* [Assignment]: Skip every picture while you write out the records below, from the first line through the one that contains "I need the junctions", both ends kept.

* [Dataset extract]:

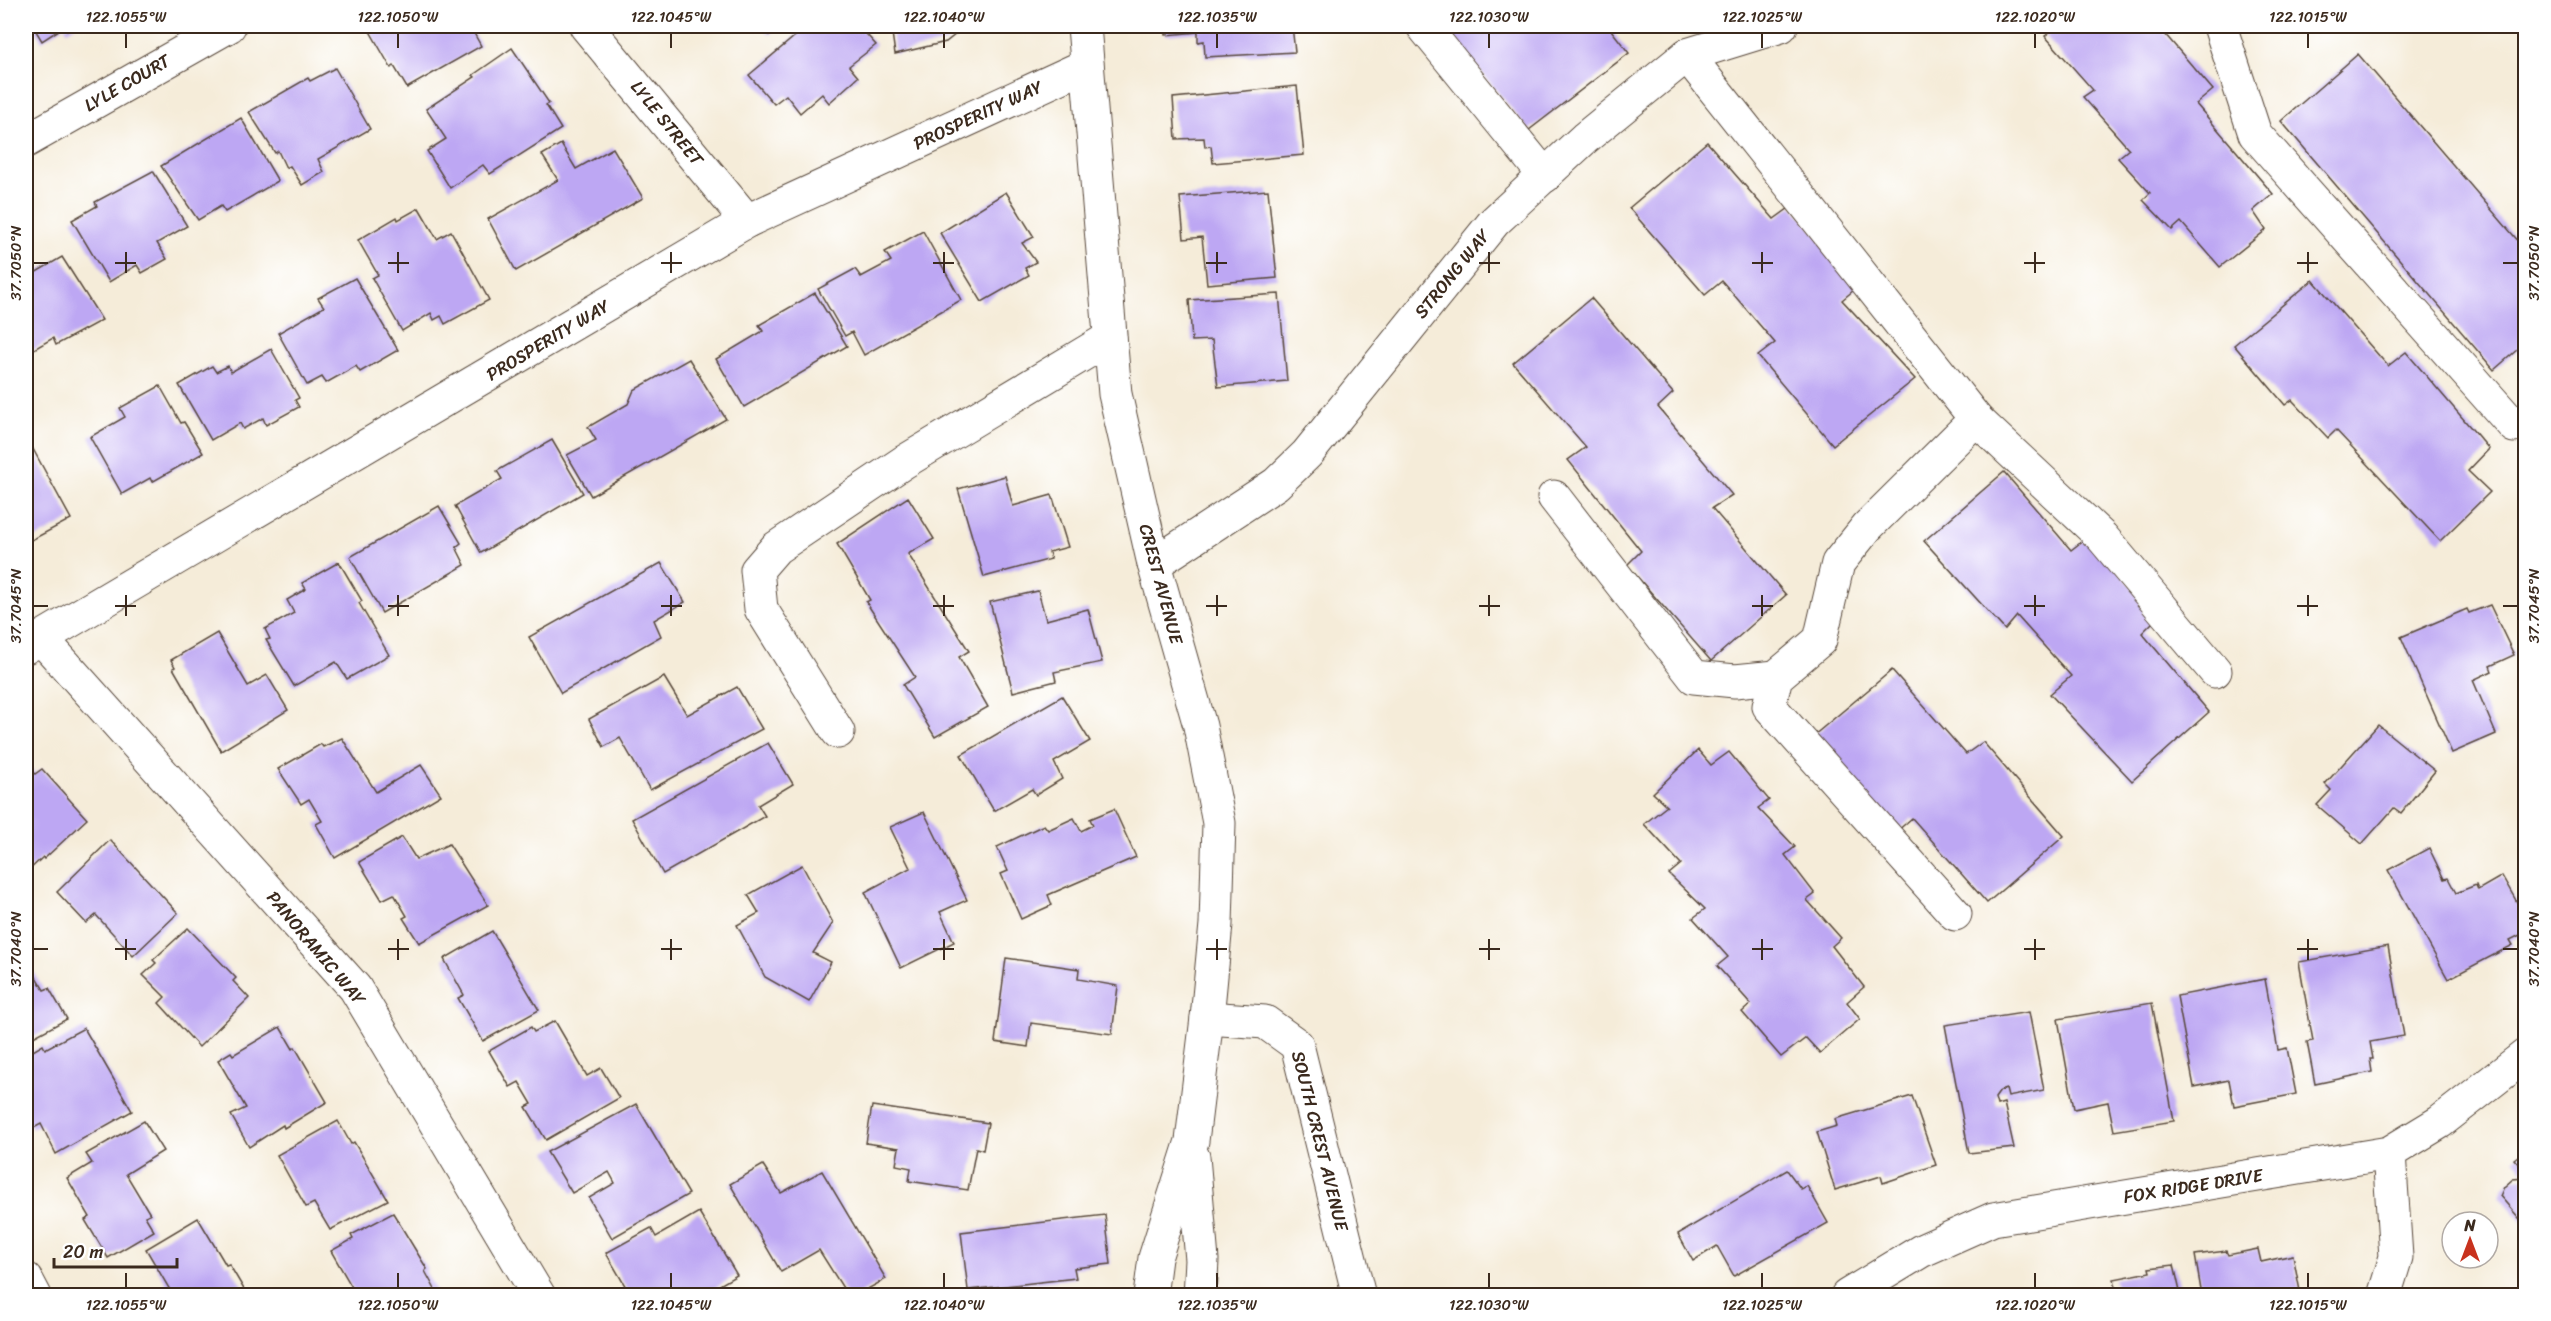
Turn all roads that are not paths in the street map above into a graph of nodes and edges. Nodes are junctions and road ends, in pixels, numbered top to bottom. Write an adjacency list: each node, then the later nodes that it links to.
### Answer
1 (229, 26): 9 (street, LYLE COURT)
2 (586, 26): 11 (street, LYLE STREET)
3 (1083, 26): 8 (street, CREST AVENUE)
4 (1423, 26): 10 (street)
5 (1781, 26): 7 (street, STRONG WAY)
6 (2220, 26): 14 (street)
7 (1687, 55): 10 (street, STRONG WAY); 13 (street)
8 (1087, 65): 11 (street, PROSPERITY WAY); 12 (street, CREST AVENUE)
9 (26, 141)
10 (1545, 176): 16 (street, STRONG WAY)
11 (747, 221): 17 (street, PROSPERITY WAY)
12 (1110, 338): 16 (street, CREST AVENUE); 20 (street)
13 (1976, 419): 18 (street); 19 (street)
14 (2514, 426)
15 (1554, 497): 19 (street)
16 (1154, 564): 22 (street, CREST AVENUE)
17 (34, 643): 28 (street, PANORAMIC WAY)
18 (2215, 671)
19 (1776, 677): 21 (street)
20 (838, 732)
21 (1955, 914)
22 (1207, 1018): 24 (street, CREST AVENUE); 31 (street, SOUTH CREST AVENUE)
23 (2526, 1055): 25 (street, FOX RIDGE DRIVE)
24 (1191, 1142): 29 (street, CREST AVENUE); 30 (street, CREST AVENUE)
25 (2389, 1153): 32 (street, FOX RIDGE DRIVE); 33 (street)
26 (26, 1279): 27 (street)
27 (35, 1296)
28 (539, 1296)
29 (1150, 1296)
30 (1200, 1296)
31 (1359, 1296)
32 (1847, 1296)
33 (2384, 1296)

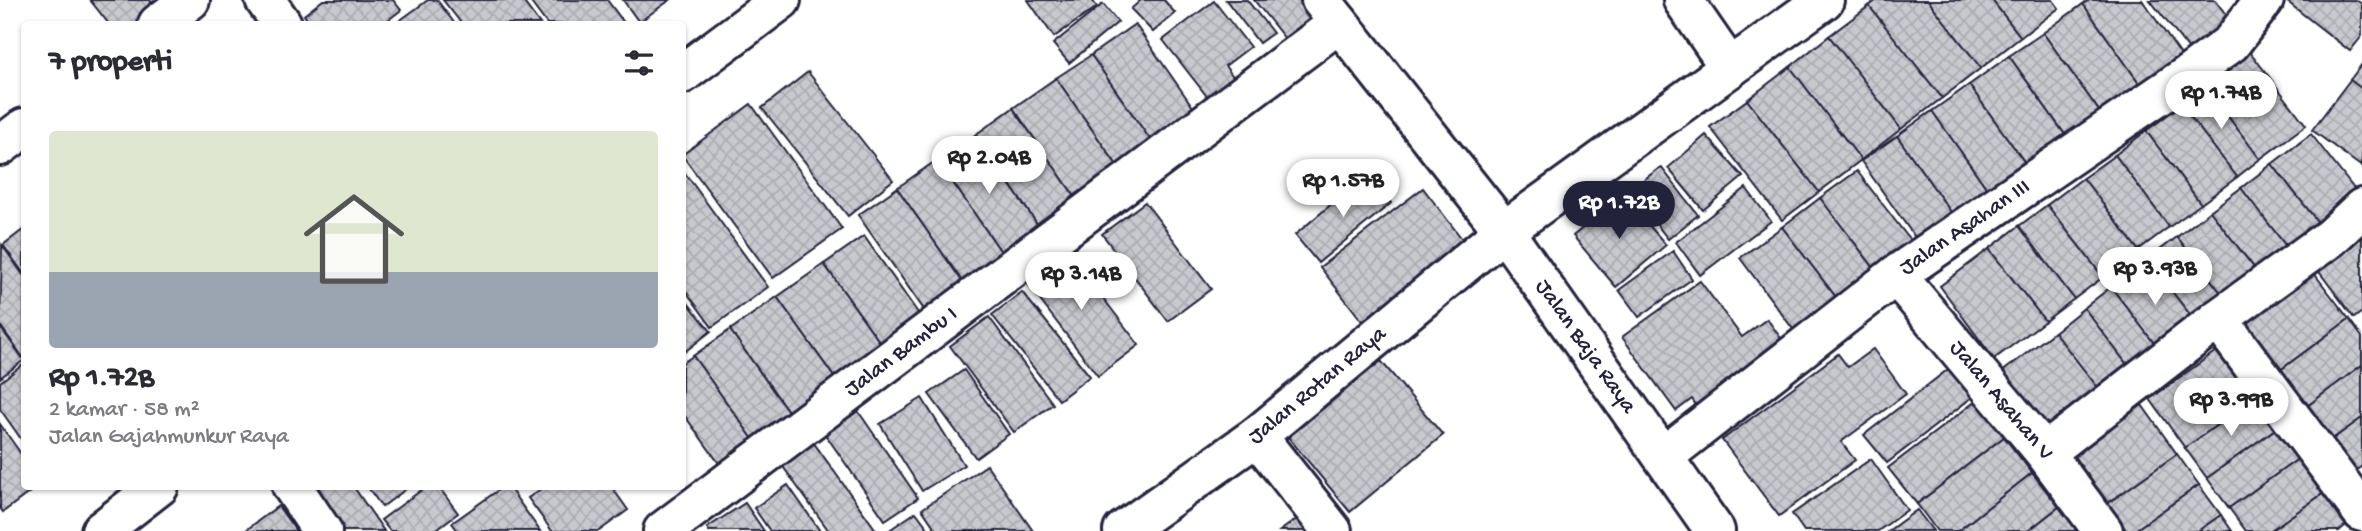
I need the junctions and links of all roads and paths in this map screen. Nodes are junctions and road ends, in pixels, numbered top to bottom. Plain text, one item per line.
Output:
1 (190, 0) edge
2 (265, 0) edge
3 (780, 0) edge
4 (1683, 0) edge
5 (1824, 0) edge
6 (2264, 0) edge
7 (1330, 12) edge
8 (162, 21) edge
9 (280, 21) edge
10 (1730, 68) junction
11 (686, 71) edge
12 (21, 130) edge
13 (0, 146) edge
14 (2362, 208) edge
15 (1504, 231) junction
16 (1896, 275) junction
17 (2218, 319) junction
18 (1257, 436) junction
19 (2045, 453) junction
20 (1664, 456) junction
21 (154, 490) edge
22 (295, 490) edge
23 (2362, 512) edge
24 (101, 531) edge
25 (322, 531) edge
26 (663, 531) edge
27 (1123, 531) edge
28 (1332, 531) edge
29 (1716, 531) edge
30 (2103, 531) edge

1 - 8 street
2 - 9 street
3 - 11 street
4 - 10 street
5 - 10 street, Jalan Rotan Raya
6 - 16 street, Jalan Asahan III
7 - 15 street, Jalan Baja Raya
7 - 26 street, Jalan Bambu I
10 - 15 street, Jalan Rotan Raya
12 - 13 street
14 - 17 street
15 - 18 street, Jalan Rotan Raya
15 - 20 street, Jalan Baja Raya
16 - 19 street, Jalan Asahan V
16 - 20 street, Jalan Asahan III
17 - 19 street
17 - 23 street
18 - 27 street, Jalan Rotan Raya
18 - 28 street
19 - 30 street, Jalan Asahan V
20 - 29 street, Jalan Baja Raya
21 - 24 street
22 - 25 street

* [Solution for this problem]:
Turn all roads that are not paths in the street map above into a graph of nodes and edges. Nodes are junctions and road ends, in pixels, numbered top to bottom. Write an adjacency list: each node, then the later nodes that it links to.
### Answer
1 (229, 26): 9 (street, LYLE COURT)
2 (586, 26): 11 (street, LYLE STREET)
3 (1083, 26): 8 (street, CREST AVENUE)
4 (1423, 26): 10 (street)
5 (1781, 26): 7 (street, STRONG WAY)
6 (2220, 26): 14 (street)
7 (1687, 55): 10 (street, STRONG WAY); 13 (street)
8 (1087, 65): 11 (street, PROSPERITY WAY); 12 (street, CREST AVENUE)
9 (26, 141)
10 (1545, 176): 16 (street, STRONG WAY)
11 (747, 221): 17 (street, PROSPERITY WAY)
12 (1110, 338): 16 (street, CREST AVENUE); 20 (street)
13 (1976, 419): 18 (street); 19 (street)
14 (2514, 426)
15 (1554, 497): 19 (street)
16 (1154, 564): 22 (street, CREST AVENUE)
17 (34, 643): 28 (street, PANORAMIC WAY)
18 (2215, 671)
19 (1776, 677): 21 (street)
20 (838, 732)
21 (1955, 914)
22 (1207, 1018): 24 (street, CREST AVENUE); 31 (street, SOUTH CREST AVENUE)
23 (2526, 1055): 25 (street, FOX RIDGE DRIVE)
24 (1191, 1142): 29 (street, CREST AVENUE); 30 (street, CREST AVENUE)
25 (2389, 1153): 32 (street, FOX RIDGE DRIVE); 33 (street)
26 (26, 1279): 27 (street)
27 (35, 1296)
28 (539, 1296)
29 (1150, 1296)
30 (1200, 1296)
31 (1359, 1296)
32 (1847, 1296)
33 (2384, 1296)

I need the junctions and links of all roads and paths in this map screen. Nodes are junctions and road ends, in pixels, numbered top to bottom. Plain text, one item per line.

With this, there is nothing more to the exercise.